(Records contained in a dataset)
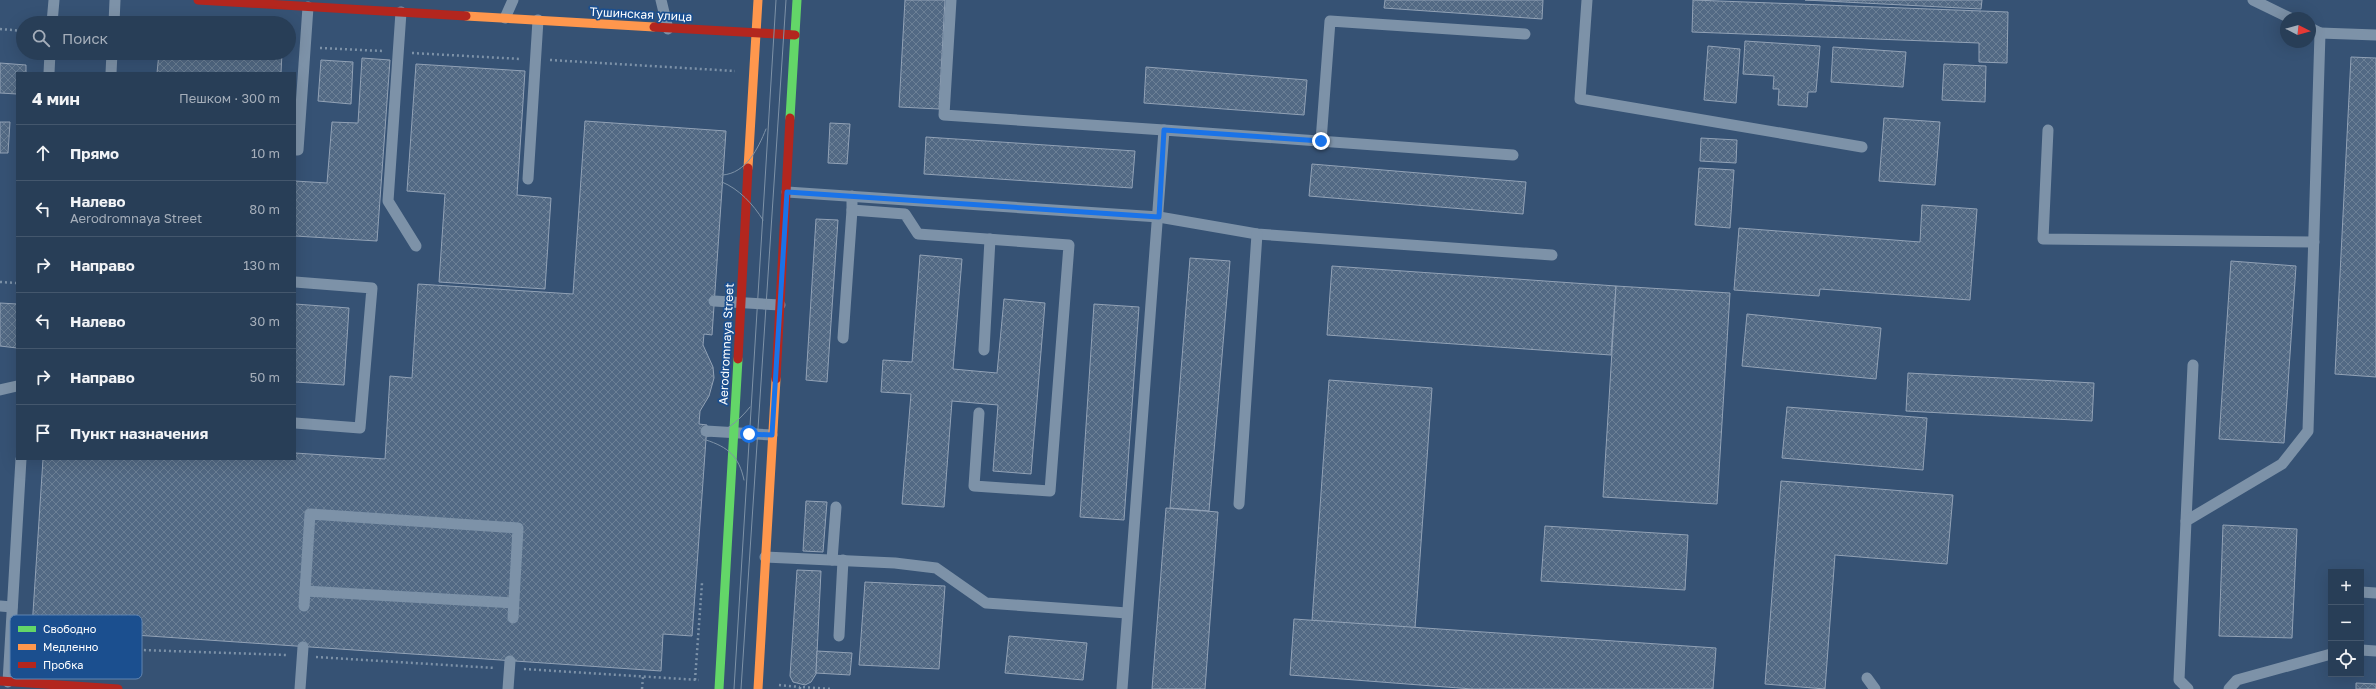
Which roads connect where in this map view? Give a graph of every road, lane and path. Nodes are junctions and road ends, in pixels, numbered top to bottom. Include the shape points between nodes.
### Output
1 (54, 0) edge
2 (115, 0) edge
3 (198, 0) edge
4 (512, 0) edge
5 (661, 0) edge
6 (758, 0) edge
7 (798, 0) edge
8 (951, 0) edge
9 (1587, 0) edge
10 (2253, 0) edge
11 (308, 6) junction
12 (401, 12) junction
13 (2280, 13) edge
14 (53, 16) edge
15 (114, 16) edge
16 (505, 18) junction
17 (538, 20) junction
18 (0, 29) edge
19 (668, 29) junction
20 (16, 30) edge
21 (2316, 31) edge
22 (756, 33) junction
23 (2320, 33) junction
24 (1525, 34) dead end
25 (795, 35) junction
26 (2376, 35) edge
27 (305, 46) junction
28 (398, 52) junction
29 (49, 60) edge
30 (112, 60) edge
31 (536, 60) junction
32 (739, 71) dead end
33 (48, 72) edge
34 (111, 72) edge
35 (1164, 130) junction
36 (2048, 130) dead end
37 (1321, 141) junction
38 (1862, 146) dead end
39 (296, 150) edge
40 (1513, 155) dead end
41 (528, 179) dead end
42 (787, 192) junction
43 (852, 196) junction
44 (852, 210) junction
45 (1159, 217) junction
46 (1257, 234) junction
47 (990, 239) junction
48 (2314, 242) junction
49 (416, 246) dead end
50 (1552, 255) dead end
51 (0, 282) edge
52 (296, 282) edge
53 (16, 283) edge
54 (714, 301) dead end
55 (741, 302) junction
56 (780, 305) junction
57 (843, 338) dead end
58 (984, 350) dead end
59 (2193, 365) dead end
60 (16, 386) edge
61 (0, 390) edge
62 (979, 413) dead end
63 (296, 423) edge
64 (706, 431) dead end
65 (733, 433) junction
66 (772, 435) junction
67 (21, 460) edge
68 (1239, 504) dead end
69 (836, 507) dead end
70 (2186, 521) junction
71 (766, 557) junction
72 (838, 560) junction
73 (305, 591) junction
74 (2364, 592) edge
75 (2376, 593) edge
76 (514, 603) junction
77 (0, 606) edge
78 (304, 606) dead end
79 (12, 607) junction
80 (1127, 613) junction
81 (12, 615) edge
82 (513, 618) dead end
83 (839, 636) dead end
84 (10, 646) edge
85 (142, 648) edge
86 (2364, 650) edge
87 (302, 651) junction
88 (2376, 651) edge
89 (2328, 655) edge
90 (509, 665) junction
91 (643, 677) junction
92 (1867, 678) dead end
93 (688, 679) dead end
94 (4, 681) edge
95 (118, 689) edge
96 (300, 689) edge
97 (508, 689) edge
98 (642, 689) edge
99 (718, 689) edge
100 (758, 689) edge
101 (800, 689) edge
102 (832, 689) edge
103 (1122, 689) edge
104 (1875, 689) edge
105 (2188, 689) edge
106 (2229, 689) edge

1 - 14 lane
2 - 15 lane
3 - 11 main road, Тушинская улица
4 - 16 lane
5 - 19 lane
6 - 22 main road, Aerodromnaya Street
7 - 25 main road
8 - 35 lane via 944,115
9 - 38 lane via 1580,99
10 - 13 lane
11 - 12 main road, Тушинская улица
11 - 27 lane
12 - 16 main road, Тушинская улица
12 - 28 lane
16 - 17 main road, Тушинская улица
17 - 19 main road, Тушинская улица
17 - 31 lane
18 - 20 path
19 - 22 main road, Тушинская улица
21 - 23 lane
22 - 25 main road, Тушинская улица
22 - 55 main road, Aerodromnaya Street
23 - 26 lane
23 - 48 lane
24 - 37 lane via 1330,21
25 - 42 main road
27 - 28 path
27 - 39 lane
28 - 31 path
28 - 49 lane via 388,201
29 - 33 lane
30 - 34 lane
31 - 32 path
31 - 41 lane
35 - 37 lane
35 - 45 lane
36 - 48 lane via 2043,239
37 - 40 lane
42 - 43 lane
42 - 56 main road
43 - 44 lane
43 - 45 lane
44 - 47 lane via 904,214 918,234
44 - 57 lane
45 - 46 lane
45 - 80 lane
46 - 50 lane
46 - 68 lane
47 - 58 lane
47 - 62 lane via 1069,245 1050,492 974,486
48 - 70 lane via 2308,431 2282,464
51 - 53 path
52 - 63 lane via 372,288 360,428
54 - 55 lane
55 - 56 lane
55 - 65 main road, Aerodromnaya Street
56 - 66 main road
59 - 70 lane
60 - 61 lane
64 - 65 lane
65 - 66 lane
65 - 99 main road, Aerodromnaya Street
66 - 71 main road
67 - 79 lane
69 - 72 lane
70 - 105 lane via 2179,680
71 - 72 lane
71 - 100 main road
72 - 80 lane via 936,568 986,603
72 - 83 lane
73 - 76 lane
73 - 76 lane via 310,514 518,528
73 - 78 lane
74 - 75 lane
76 - 82 lane
77 - 79 lane
79 - 81 lane
80 - 103 lane
84 - 94 lane
85 - 87 path
86 - 88 lane
87 - 90 path
87 - 96 lane
89 - 106 lane via 2237,680
90 - 91 path
90 - 97 lane
91 - 93 path
91 - 98 path
92 - 104 lane
94 - 95 main road
101 - 102 path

### The problem
Filter the entries above down to the lines that contain the word "Тушинская".

### Response to this task
3 - 11 main road, Тушинская улица
11 - 12 main road, Тушинская улица
12 - 16 main road, Тушинская улица
16 - 17 main road, Тушинская улица
17 - 19 main road, Тушинская улица
19 - 22 main road, Тушинская улица
22 - 25 main road, Тушинская улица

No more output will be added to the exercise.